WHAT THE EXERCISE ASKS | Scan the entries below for the string "that" and copy every line where it turns up.

RECORDS TO USE |
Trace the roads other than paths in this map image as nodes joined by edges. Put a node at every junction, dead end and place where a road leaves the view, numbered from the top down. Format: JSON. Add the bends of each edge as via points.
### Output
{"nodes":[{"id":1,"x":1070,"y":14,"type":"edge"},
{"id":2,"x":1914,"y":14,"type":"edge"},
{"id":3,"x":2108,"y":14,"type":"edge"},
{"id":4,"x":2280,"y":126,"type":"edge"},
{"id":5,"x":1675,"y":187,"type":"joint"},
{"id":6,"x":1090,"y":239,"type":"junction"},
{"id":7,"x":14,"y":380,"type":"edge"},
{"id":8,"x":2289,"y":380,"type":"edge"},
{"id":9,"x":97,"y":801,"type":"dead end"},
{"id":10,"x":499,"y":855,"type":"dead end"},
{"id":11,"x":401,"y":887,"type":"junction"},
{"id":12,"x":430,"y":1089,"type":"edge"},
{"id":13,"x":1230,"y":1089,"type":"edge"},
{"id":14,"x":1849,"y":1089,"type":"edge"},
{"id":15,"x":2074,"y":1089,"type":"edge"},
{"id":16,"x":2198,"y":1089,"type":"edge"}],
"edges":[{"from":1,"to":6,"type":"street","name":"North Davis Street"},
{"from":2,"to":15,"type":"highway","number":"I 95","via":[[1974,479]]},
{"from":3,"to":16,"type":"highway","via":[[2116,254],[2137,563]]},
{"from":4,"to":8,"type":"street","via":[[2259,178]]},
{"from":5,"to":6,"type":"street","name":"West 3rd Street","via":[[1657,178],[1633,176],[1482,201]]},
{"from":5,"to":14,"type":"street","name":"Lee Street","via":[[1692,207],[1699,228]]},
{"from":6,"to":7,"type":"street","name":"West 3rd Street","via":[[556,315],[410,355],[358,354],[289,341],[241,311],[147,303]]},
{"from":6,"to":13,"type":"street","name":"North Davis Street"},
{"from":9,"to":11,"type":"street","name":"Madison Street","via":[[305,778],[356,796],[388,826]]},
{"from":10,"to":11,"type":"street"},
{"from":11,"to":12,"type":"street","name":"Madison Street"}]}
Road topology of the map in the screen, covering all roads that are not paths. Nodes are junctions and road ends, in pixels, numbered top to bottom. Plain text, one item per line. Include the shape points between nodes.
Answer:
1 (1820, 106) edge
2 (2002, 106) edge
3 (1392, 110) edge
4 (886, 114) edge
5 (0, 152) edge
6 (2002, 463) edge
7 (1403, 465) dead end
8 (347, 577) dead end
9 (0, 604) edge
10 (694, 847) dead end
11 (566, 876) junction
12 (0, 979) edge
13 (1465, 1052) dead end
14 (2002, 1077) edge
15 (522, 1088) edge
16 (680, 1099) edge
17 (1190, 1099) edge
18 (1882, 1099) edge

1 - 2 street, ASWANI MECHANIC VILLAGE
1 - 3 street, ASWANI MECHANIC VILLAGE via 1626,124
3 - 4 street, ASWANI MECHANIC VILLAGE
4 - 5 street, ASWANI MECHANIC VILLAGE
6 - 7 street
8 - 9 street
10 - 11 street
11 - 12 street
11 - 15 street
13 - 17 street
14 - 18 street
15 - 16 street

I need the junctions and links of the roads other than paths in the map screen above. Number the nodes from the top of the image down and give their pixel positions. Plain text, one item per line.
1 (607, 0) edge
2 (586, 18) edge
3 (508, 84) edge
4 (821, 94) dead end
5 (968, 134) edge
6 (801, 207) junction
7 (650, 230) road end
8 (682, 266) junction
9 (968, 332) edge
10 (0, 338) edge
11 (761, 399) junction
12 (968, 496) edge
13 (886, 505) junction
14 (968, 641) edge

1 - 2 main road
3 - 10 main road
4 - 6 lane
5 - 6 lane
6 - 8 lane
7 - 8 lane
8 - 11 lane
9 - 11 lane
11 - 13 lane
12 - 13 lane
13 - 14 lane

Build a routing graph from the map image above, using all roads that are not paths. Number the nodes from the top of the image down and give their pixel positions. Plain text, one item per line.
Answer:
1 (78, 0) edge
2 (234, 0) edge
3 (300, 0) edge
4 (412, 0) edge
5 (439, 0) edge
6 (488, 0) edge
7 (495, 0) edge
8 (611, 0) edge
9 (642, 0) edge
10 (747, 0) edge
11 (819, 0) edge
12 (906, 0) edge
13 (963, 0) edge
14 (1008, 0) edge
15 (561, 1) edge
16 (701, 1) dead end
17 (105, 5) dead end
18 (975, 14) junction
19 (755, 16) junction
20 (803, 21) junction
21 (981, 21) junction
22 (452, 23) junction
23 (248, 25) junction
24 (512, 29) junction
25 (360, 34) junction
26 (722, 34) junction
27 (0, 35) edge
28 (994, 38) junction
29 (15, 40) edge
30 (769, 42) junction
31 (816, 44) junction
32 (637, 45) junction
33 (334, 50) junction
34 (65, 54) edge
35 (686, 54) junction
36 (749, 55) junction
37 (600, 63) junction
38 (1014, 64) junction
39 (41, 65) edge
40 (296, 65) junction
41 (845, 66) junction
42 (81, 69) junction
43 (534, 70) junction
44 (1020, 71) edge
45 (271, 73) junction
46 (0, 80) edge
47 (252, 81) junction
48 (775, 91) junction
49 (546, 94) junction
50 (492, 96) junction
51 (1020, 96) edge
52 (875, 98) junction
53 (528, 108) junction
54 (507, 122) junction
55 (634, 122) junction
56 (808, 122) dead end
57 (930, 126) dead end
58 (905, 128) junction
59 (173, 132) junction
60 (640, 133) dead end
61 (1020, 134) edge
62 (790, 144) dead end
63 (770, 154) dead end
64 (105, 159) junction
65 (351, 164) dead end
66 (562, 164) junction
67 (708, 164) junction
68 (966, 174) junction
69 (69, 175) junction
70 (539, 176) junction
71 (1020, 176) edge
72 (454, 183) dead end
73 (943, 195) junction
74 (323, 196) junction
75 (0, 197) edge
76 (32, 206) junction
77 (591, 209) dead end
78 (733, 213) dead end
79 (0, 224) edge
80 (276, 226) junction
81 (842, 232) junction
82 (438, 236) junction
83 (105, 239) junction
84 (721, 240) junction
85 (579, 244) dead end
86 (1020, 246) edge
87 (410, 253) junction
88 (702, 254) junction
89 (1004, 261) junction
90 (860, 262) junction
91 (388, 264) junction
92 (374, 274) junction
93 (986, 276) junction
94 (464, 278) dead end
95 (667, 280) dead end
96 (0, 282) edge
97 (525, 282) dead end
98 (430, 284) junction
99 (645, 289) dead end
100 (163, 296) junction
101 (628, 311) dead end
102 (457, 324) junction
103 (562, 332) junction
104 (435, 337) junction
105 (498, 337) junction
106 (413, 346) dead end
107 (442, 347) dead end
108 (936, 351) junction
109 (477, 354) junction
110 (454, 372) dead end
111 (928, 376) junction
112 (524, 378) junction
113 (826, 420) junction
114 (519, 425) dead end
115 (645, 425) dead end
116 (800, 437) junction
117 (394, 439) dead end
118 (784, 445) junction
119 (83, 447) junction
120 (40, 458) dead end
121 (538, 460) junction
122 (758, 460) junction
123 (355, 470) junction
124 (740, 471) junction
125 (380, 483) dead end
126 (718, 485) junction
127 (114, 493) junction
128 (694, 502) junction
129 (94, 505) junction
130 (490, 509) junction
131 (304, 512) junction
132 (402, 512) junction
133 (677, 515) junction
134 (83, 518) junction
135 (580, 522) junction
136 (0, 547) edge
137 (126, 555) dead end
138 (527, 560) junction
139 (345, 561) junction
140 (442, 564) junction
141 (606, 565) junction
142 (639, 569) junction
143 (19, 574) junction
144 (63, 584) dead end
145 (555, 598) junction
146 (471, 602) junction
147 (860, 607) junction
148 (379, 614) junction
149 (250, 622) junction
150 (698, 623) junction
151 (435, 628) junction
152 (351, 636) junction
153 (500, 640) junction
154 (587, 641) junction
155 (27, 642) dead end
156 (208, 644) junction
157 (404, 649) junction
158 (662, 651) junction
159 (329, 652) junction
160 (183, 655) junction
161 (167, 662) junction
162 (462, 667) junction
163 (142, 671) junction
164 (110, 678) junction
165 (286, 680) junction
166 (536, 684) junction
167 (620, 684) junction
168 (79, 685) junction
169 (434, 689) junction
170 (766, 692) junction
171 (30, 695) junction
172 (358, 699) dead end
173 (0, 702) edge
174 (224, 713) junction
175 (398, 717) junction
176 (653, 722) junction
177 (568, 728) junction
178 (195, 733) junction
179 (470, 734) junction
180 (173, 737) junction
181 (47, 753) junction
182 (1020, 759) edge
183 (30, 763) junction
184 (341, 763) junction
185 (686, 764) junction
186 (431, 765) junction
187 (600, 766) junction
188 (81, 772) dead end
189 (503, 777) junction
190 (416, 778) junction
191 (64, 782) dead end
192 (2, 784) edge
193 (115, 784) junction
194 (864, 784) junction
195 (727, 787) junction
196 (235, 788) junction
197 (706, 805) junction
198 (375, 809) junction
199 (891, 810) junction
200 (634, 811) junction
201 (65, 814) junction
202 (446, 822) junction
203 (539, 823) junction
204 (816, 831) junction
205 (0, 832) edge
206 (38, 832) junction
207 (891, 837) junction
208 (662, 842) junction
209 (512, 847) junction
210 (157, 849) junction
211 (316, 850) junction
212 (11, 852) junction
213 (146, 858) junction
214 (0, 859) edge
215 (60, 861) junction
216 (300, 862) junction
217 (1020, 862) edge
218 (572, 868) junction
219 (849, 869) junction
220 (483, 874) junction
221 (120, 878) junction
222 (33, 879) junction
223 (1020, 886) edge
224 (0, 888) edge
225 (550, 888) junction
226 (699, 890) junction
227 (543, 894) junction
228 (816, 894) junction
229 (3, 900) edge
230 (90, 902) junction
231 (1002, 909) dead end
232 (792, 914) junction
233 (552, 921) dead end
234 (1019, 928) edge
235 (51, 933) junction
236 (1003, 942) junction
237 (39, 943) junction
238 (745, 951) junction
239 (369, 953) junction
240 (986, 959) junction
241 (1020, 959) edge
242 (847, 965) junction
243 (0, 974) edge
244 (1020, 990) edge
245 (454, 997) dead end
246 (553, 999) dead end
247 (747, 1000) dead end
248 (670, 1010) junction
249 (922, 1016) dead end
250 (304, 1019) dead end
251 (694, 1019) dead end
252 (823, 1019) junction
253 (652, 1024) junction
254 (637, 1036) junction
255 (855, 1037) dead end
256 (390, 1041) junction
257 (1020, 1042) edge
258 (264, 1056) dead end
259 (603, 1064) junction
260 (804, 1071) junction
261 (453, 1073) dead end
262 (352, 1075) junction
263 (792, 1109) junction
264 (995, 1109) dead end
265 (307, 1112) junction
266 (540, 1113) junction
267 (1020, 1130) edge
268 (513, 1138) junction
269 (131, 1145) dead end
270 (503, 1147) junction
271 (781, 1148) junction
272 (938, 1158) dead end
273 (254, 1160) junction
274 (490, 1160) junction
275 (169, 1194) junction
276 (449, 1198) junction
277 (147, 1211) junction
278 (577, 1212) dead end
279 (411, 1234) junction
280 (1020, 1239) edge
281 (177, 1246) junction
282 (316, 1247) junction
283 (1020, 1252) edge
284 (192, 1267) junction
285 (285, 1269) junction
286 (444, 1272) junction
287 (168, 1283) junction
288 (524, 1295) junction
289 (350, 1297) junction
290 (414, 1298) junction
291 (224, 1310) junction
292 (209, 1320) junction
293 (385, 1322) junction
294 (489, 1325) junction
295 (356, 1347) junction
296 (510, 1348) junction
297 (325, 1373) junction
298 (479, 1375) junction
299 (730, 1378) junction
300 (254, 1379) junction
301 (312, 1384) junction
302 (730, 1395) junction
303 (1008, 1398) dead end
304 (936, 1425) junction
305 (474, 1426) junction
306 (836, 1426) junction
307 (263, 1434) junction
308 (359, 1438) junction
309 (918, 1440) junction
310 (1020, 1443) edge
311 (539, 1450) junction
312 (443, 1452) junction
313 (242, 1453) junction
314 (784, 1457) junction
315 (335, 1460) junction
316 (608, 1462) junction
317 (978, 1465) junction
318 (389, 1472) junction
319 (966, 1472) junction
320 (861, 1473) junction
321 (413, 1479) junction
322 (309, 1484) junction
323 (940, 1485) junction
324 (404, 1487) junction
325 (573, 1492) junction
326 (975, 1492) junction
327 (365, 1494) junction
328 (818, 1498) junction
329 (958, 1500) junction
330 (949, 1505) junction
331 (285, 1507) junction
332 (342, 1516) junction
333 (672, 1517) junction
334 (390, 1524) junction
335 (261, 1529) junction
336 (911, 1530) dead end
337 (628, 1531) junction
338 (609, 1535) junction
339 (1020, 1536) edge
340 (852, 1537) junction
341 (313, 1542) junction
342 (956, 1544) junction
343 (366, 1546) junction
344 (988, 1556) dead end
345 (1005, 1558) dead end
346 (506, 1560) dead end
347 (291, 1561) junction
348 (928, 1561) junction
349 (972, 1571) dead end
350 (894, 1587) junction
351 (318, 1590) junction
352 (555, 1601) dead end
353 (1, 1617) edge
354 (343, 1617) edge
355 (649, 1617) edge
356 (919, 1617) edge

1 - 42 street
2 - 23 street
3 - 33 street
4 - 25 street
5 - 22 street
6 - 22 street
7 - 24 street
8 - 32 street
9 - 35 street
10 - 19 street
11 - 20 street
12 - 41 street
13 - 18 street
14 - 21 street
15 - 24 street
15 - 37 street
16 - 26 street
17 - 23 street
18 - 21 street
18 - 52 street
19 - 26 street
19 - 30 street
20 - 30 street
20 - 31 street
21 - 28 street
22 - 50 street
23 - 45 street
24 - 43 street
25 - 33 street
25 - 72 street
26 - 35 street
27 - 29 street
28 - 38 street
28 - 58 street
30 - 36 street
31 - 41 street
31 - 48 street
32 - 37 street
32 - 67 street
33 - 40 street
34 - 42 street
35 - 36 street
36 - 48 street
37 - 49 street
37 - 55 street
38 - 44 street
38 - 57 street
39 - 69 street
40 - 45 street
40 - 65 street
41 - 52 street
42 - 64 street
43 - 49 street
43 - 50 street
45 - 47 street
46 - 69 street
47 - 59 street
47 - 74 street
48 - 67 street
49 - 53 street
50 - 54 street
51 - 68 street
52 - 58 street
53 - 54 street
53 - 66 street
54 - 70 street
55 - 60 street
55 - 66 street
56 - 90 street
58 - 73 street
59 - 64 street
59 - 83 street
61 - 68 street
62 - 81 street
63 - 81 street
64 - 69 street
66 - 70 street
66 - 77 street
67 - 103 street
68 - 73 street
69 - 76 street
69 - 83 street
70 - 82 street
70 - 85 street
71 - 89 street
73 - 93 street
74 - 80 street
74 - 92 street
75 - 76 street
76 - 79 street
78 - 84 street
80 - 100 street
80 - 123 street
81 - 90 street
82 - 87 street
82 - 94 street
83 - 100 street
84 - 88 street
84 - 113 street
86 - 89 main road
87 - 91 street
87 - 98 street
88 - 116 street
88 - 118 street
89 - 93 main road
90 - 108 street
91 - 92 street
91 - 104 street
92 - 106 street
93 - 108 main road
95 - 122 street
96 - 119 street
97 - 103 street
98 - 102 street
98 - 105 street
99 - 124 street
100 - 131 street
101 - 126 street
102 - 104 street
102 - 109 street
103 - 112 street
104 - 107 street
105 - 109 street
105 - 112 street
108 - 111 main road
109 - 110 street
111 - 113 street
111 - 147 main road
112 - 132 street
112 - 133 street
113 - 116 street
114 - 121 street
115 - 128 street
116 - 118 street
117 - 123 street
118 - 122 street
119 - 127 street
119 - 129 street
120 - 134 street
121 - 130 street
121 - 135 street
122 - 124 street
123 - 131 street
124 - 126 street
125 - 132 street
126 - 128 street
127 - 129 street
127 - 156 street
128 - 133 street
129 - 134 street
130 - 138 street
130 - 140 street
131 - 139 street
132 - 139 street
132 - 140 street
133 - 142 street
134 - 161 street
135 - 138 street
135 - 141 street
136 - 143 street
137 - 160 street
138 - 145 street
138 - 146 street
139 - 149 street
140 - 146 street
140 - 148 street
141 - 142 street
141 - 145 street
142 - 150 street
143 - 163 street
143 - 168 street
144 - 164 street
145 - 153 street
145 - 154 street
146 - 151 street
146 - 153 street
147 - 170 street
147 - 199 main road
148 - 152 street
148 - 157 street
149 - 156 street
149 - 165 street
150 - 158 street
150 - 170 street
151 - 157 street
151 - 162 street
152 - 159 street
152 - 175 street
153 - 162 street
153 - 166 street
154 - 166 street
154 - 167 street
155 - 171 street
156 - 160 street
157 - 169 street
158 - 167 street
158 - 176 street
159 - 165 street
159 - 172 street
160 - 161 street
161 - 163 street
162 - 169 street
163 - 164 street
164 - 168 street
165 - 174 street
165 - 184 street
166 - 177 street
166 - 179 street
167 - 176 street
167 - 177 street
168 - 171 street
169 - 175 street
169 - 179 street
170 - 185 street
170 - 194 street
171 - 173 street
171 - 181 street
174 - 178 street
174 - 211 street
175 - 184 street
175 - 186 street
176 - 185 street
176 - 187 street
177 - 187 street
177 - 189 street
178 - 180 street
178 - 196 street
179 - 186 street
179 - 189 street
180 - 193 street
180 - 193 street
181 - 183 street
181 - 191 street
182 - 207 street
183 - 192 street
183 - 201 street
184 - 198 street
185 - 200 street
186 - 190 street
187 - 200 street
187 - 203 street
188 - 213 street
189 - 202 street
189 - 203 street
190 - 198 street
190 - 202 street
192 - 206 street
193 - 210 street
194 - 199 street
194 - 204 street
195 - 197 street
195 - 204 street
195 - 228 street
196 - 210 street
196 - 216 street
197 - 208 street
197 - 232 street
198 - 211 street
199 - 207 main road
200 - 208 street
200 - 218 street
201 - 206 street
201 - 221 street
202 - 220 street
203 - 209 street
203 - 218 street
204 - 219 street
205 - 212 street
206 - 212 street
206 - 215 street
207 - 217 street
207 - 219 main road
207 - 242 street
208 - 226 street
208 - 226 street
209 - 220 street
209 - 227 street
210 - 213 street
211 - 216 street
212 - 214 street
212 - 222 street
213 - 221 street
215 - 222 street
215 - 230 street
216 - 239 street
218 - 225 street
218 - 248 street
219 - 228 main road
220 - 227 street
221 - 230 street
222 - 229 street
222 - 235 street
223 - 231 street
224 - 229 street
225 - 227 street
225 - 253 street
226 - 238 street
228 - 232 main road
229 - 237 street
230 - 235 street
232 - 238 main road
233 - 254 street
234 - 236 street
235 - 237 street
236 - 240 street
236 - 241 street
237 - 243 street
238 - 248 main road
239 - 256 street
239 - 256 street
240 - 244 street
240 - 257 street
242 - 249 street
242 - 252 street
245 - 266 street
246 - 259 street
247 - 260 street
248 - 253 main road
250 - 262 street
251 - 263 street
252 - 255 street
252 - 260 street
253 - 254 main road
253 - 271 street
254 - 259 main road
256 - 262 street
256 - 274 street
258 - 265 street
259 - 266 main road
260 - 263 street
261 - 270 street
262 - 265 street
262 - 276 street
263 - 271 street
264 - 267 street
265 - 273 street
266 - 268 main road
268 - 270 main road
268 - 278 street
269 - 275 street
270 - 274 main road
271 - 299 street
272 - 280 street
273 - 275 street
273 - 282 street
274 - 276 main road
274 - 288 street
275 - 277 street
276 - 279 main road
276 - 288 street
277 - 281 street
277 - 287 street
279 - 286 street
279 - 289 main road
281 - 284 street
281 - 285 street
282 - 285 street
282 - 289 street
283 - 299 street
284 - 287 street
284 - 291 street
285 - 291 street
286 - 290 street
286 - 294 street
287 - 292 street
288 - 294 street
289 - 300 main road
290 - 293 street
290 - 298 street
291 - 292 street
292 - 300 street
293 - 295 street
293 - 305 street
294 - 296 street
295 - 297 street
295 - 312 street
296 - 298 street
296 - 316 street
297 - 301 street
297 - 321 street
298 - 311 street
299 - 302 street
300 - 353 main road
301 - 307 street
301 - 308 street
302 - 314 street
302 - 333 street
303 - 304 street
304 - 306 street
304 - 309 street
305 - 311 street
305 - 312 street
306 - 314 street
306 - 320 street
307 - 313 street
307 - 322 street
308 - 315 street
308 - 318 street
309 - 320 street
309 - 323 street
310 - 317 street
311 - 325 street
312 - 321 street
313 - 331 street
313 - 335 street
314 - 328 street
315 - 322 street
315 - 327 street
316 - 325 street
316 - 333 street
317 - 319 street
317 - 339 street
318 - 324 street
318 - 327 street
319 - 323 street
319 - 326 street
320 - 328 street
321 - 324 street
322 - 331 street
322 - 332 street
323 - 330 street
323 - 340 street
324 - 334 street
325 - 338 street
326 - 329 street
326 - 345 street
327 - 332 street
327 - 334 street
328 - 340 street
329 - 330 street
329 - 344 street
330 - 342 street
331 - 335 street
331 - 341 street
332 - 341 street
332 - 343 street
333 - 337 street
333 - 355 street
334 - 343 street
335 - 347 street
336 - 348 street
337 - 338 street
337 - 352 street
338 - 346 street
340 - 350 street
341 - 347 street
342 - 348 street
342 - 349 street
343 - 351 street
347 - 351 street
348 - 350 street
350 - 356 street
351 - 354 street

RESULT OF THE TASK |
Road topology of the map in the screen, covering all roads that are not paths. Nodes are junctions and road ends, in pixels, numbered top to bottom. Plain text, one item per line. Include the shape points between nodes.
Build a routing graph from the map image above, using all roads that are not paths. Number the nodes from the top of the image down and give their pixel positions. Plain text, one item per line.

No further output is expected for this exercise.